*** Block opens ***

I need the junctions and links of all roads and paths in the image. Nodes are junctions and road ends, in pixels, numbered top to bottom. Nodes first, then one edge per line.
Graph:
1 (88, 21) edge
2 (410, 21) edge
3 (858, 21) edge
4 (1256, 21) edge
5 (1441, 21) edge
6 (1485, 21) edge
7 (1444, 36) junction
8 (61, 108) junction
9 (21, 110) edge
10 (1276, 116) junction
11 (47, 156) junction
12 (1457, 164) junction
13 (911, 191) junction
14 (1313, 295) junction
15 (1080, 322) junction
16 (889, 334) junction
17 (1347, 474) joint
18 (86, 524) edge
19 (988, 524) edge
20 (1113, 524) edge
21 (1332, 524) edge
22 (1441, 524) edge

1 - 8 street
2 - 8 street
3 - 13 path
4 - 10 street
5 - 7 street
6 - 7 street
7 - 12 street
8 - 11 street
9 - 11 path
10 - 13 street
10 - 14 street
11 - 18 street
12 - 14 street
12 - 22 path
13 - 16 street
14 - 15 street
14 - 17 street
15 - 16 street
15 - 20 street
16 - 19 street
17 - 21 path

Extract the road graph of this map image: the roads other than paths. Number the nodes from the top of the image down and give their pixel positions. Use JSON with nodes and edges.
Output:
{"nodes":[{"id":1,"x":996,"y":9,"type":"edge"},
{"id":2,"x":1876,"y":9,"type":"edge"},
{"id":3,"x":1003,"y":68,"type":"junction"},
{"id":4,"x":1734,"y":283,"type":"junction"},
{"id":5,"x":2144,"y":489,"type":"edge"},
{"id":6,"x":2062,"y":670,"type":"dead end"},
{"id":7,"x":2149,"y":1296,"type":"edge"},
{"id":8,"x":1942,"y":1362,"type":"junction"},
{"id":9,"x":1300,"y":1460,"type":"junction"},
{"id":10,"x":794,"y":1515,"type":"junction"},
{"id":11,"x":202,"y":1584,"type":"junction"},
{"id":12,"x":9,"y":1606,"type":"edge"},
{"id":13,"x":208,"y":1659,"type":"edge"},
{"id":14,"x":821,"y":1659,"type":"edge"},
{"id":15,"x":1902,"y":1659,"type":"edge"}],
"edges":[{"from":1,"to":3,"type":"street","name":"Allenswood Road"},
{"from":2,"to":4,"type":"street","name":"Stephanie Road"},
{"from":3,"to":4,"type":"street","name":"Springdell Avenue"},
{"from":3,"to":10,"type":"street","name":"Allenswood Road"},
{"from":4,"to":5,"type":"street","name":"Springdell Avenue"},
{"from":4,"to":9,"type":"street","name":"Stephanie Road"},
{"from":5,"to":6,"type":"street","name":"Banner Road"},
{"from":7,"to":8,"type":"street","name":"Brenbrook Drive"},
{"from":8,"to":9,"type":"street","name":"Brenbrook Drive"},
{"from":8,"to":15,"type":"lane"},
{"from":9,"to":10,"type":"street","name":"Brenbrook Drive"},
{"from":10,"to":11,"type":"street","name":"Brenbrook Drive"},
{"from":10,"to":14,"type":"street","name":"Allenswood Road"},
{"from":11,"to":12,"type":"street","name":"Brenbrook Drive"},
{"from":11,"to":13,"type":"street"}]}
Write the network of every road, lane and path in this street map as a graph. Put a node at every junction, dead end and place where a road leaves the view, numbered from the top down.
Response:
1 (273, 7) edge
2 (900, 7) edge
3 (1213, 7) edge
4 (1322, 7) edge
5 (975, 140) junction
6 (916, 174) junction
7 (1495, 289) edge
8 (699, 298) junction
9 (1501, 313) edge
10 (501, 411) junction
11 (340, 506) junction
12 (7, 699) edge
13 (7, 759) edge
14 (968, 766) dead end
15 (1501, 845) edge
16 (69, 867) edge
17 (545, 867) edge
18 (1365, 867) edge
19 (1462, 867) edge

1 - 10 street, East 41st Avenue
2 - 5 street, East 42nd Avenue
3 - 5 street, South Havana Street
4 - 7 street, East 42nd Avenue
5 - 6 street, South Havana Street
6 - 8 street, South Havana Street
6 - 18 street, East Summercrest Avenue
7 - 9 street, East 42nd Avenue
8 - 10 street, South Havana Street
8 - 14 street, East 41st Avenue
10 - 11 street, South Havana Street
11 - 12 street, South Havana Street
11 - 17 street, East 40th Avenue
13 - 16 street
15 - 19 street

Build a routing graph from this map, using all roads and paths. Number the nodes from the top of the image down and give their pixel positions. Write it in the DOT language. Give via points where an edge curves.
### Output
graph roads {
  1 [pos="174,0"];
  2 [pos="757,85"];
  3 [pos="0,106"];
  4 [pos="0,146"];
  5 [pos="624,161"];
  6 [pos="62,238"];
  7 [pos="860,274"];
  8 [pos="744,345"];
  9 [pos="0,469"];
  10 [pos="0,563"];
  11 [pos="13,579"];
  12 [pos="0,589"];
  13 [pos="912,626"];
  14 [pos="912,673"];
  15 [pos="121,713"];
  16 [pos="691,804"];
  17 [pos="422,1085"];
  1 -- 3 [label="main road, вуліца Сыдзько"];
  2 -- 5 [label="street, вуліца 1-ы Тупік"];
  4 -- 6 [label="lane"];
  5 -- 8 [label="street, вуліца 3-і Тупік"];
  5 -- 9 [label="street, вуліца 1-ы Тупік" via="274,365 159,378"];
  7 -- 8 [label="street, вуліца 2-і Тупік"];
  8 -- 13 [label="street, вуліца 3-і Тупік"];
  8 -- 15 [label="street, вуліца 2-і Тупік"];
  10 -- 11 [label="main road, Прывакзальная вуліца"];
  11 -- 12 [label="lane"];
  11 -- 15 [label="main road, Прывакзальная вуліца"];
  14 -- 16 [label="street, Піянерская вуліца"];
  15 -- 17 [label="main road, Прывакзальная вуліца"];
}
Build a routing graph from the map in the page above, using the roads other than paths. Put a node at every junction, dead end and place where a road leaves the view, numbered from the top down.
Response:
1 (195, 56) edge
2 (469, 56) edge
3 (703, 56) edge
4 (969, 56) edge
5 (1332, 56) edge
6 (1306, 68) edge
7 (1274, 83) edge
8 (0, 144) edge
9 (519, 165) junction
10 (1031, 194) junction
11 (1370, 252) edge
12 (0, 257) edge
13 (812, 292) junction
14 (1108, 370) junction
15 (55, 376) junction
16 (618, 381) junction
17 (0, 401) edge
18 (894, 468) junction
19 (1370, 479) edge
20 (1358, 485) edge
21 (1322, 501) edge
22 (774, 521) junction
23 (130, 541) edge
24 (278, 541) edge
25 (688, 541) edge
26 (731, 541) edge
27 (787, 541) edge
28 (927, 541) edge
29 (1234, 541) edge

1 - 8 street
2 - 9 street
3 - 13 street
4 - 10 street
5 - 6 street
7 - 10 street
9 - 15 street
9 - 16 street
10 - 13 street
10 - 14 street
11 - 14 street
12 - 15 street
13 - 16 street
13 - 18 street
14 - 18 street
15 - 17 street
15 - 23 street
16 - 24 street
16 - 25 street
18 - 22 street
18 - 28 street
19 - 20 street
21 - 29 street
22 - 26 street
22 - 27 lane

*** Block closes ***

From the records above, count how many lines hold the string "Build", then give only that number.

2